İddianamede, terör örgütü PKK'nın son 2 yılda bölgede yaşayanların tarafından yalnız bırakılması üzerine kutsal dini duyguların örgüt tarafından ön plana çekilerek yeniden taban bulmaya çalışıldığı, sanıkların da bu yıl Batman'da düzenlenen yaklaşık 30 bin kişinin katıldığı Nevruz kutlamalarına katıldıkları, kalabalık içinde yer alan bazı sanıkların Saidi Nursi'nin posterlerini Abdullah Öcalan'ın posterleriyle birlikte havaya kaldırıp, posterin altına `Şeriat-i Garra için bin başım olsa feda etmeye hazırım' ibaresini yazdıkları, bu grubu DTP ile bağlantılı çalışan Saidi Nursi Cemaati mensubu 53 yaşındaki sanık Hüseyin Bulut ile Aydın Tunçyüzlü'nün yönlendirdiği kaydedildi. Hüseyin Bulut'un dini sıfatla kurduğu dini oluşumun lideri, Aydın Tunçyüzlü'nün yardımcısı olduğu, ev toplantılarında verdiği dini derslerde herkesin ayağa kalkarak kendisini dinlediği, Bulut'un özellikle üniversite öğrencileri üzerinde etkili olmak için medrese adı altında dini ders verdiği, evinde yapılan aramada Abdullah Öcalan'ın posterleri, kırsal alanda çekilen PKK'lılara ait fotoğraflar, bayrak benzeri dokümanlar ile `Bahira' adlı bir Hıristiyan tarafından çizilen Hz. Muhammed'e ait 23 fotoğraf CD'sinin ele geçirildiği belirtildi. İddianamede, Bulut'un yardımcısı Tunçyüzlü'nün evindeki aramada ise Hüseyin Bulut'un kalabalığa hibaten yaptığı bir konuşma CD'sinin ele geçtiği bildirildi. İddianamade, Hüseyin Bulut'un konuşmasında, söylediklerine şu şekilde yer verildi:
"Türk milleti' denen millet kendine istediğini bu millete istiyor mu?

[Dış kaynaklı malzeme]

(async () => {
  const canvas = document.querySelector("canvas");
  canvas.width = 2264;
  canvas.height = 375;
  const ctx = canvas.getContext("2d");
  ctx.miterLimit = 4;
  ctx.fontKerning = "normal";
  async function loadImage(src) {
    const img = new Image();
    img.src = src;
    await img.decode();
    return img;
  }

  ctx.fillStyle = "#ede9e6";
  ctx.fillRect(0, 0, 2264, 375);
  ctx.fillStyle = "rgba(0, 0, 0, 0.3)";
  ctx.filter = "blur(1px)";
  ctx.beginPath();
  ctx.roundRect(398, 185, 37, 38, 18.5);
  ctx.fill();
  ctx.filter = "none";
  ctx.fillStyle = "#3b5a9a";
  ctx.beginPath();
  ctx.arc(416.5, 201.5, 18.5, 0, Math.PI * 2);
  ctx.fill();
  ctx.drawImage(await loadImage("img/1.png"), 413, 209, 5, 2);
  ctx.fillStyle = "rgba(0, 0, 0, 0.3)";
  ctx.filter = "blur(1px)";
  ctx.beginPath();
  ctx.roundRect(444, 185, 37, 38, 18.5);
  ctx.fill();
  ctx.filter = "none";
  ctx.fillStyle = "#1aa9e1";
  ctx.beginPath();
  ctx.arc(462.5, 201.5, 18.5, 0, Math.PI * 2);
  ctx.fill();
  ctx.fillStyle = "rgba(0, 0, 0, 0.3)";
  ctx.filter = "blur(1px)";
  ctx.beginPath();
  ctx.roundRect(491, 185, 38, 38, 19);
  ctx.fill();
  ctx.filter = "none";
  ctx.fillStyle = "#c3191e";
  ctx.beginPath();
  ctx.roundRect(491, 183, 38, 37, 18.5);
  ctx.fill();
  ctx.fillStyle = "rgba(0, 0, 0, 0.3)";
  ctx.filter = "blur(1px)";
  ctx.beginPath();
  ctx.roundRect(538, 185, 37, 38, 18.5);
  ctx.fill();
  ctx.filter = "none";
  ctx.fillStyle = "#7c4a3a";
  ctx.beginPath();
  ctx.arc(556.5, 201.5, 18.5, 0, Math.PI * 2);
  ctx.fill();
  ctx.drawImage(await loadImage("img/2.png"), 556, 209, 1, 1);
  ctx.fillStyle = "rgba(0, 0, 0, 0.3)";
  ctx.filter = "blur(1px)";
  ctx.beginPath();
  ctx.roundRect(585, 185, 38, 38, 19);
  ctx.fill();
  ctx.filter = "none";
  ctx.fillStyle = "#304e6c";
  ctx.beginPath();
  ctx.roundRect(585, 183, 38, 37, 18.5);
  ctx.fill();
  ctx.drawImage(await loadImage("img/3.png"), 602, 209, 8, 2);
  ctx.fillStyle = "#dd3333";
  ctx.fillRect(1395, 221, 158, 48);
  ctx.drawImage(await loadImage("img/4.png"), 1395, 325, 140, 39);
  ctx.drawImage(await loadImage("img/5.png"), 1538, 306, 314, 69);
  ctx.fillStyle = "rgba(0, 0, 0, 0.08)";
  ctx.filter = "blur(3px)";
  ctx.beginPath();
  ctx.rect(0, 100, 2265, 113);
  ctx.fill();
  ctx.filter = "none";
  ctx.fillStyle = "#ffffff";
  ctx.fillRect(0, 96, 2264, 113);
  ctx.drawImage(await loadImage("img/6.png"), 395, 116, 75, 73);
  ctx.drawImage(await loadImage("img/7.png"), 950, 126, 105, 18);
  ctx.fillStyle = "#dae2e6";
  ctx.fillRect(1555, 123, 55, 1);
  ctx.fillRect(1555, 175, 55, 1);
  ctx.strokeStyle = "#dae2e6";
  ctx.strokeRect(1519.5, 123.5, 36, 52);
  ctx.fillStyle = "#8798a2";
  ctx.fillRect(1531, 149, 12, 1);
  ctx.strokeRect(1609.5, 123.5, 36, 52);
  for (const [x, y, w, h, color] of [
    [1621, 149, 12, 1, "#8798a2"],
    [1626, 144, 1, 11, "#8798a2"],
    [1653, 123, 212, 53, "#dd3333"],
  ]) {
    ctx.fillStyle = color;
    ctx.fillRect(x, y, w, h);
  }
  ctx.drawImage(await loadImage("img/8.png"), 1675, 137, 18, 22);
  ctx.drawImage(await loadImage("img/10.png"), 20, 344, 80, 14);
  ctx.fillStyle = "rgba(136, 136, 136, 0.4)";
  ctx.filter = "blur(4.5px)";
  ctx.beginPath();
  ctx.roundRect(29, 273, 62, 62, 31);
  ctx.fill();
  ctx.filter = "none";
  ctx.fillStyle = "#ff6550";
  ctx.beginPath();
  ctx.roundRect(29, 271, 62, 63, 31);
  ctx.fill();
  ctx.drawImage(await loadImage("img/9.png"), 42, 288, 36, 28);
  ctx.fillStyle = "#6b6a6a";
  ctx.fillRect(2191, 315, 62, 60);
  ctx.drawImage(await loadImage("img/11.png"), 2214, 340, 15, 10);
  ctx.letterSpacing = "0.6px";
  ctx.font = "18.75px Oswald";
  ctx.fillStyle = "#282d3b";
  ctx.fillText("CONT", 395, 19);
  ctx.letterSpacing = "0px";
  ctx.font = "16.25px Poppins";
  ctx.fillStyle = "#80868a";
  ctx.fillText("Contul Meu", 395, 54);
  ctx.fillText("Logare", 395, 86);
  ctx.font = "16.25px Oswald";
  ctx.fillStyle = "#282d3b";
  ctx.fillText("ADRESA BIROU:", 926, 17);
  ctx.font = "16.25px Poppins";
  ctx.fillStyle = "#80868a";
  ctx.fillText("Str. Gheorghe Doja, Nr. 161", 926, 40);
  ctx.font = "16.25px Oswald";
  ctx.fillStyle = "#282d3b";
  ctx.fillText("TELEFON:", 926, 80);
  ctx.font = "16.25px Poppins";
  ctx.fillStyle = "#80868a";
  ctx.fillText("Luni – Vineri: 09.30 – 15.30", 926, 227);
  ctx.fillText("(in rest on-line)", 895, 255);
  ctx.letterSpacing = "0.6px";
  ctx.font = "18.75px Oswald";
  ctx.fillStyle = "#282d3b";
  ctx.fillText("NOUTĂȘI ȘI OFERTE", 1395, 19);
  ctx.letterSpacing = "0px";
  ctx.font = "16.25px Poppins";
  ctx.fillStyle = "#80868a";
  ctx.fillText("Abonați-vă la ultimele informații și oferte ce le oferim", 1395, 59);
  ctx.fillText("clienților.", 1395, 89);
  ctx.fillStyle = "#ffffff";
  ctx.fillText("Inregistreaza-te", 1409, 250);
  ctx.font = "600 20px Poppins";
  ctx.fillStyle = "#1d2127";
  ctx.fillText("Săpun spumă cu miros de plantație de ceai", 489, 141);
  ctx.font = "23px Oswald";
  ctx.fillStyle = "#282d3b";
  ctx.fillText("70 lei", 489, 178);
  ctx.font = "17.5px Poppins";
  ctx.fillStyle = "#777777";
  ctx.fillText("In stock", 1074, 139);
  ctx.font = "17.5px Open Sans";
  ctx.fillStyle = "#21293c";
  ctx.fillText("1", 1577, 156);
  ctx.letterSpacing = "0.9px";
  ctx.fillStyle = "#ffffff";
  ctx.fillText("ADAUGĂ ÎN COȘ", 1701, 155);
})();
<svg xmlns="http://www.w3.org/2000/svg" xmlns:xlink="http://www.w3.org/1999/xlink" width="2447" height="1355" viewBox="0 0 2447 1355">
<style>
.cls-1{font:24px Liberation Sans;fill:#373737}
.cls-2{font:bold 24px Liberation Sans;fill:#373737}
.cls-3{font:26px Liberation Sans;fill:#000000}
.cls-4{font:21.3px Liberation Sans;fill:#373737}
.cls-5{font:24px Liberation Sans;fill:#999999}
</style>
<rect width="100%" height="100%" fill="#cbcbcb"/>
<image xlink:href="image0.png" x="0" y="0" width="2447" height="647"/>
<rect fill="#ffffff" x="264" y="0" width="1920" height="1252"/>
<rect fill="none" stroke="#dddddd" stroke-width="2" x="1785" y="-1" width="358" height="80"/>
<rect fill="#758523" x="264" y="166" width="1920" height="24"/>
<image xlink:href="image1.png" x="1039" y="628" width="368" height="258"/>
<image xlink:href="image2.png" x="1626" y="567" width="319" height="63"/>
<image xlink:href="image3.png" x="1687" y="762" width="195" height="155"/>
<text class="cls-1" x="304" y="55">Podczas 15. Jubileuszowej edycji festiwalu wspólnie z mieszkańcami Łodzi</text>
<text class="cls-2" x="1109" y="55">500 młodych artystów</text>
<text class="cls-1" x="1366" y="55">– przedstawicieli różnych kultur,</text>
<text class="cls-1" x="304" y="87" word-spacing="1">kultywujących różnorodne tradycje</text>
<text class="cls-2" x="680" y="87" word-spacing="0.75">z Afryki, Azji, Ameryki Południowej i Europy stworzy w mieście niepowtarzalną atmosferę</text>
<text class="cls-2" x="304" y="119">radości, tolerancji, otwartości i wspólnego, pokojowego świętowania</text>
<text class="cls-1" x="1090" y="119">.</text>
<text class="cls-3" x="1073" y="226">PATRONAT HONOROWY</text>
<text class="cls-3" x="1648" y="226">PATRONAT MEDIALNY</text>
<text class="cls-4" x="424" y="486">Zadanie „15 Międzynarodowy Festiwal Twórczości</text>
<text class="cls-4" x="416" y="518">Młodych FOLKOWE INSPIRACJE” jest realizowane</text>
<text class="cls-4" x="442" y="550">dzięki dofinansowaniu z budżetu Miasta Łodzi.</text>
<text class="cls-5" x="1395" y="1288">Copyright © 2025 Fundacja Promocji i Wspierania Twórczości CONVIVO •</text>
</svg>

Adaletsizlik, zulüm var. Ne zaman harf inkılabı olursa demek ki deccal (Atatürk'ü kastediyor) ne olmuş çıkmış, kim harf inkılabı yaptı, deccal olayı bitmiştir. Harf inkılabı yapana destek verende deccal'dir. Piyasadaki Kuran'ın vallahi fen kitabı kadar kıymeti yok. Yani hiçbir b...k Kuran da yok. Bakın size b....k diyorum. Yani git bir meal getir hiçbir b...k yok, milletin kafasındaki Kuran yeterli değil. Artık her yerde söyleyin, sizin anlattığınız peygamber, Allah yeterli değil, onların anlattığı Allah vallahi Bediüzzaman kadar büyük olmuyor, onların Allah'ı neyi biliyor? Ben size söyleyim hayali bir şeye inanmışlar. Hiçbir şey ifade etmiyor. Bediüzzaman'ın bahsettiği Kuran ise denizde mürekkep olsa bunu bitiremiyor. Onların bahsettiği Kuran'ı getirin bana, bir şişe mürekkeple sabaha kadar yazar bir gecede bitiririm. Bugün Sevr Anlaşması'ndan bu yana Kürdistan 8 parça olmuş. Suriye, İran, Irak, Türkiye, Nahçivan, Azerbeycan ve Sovyetler'dedir bu parçalar. Bütün imamlar mel'undur, Arap ırkçılığı yapıyor. Yani Kürdistan'ı kurtaracak Kürtler'dir. Çünkü Kuran böyle diyor. Risale-i Nur Kürtler'in imdadına gönderilmiş. Bizim de devletimiz olsun, dinsiz bir devlet olsun. Şerefime namusuna dinsiz bir devlet bizim Kürtler'in bu halinden hoştur. Keşke Rusya'nın, İsrail'in işgalinde olsak, İsrail ne kadar vicdanlı, merhametli şefkatli. Yani Türkiye'ye göre ha.. Türkiye'de Kürtler'e yapılan zulmü örtbas ediyorlar. Milletimin kurtuluşu için bin tane oğlum olsa feda ederim. İşkencelerde copları bize soktular çözülmedik. Ben demokratik Cumhuriyet için feda edeceğim. Devlet olsun da bizim olsun, dinsiz olsun. Çünkü Türkler meşrutiyette bize zulmetti."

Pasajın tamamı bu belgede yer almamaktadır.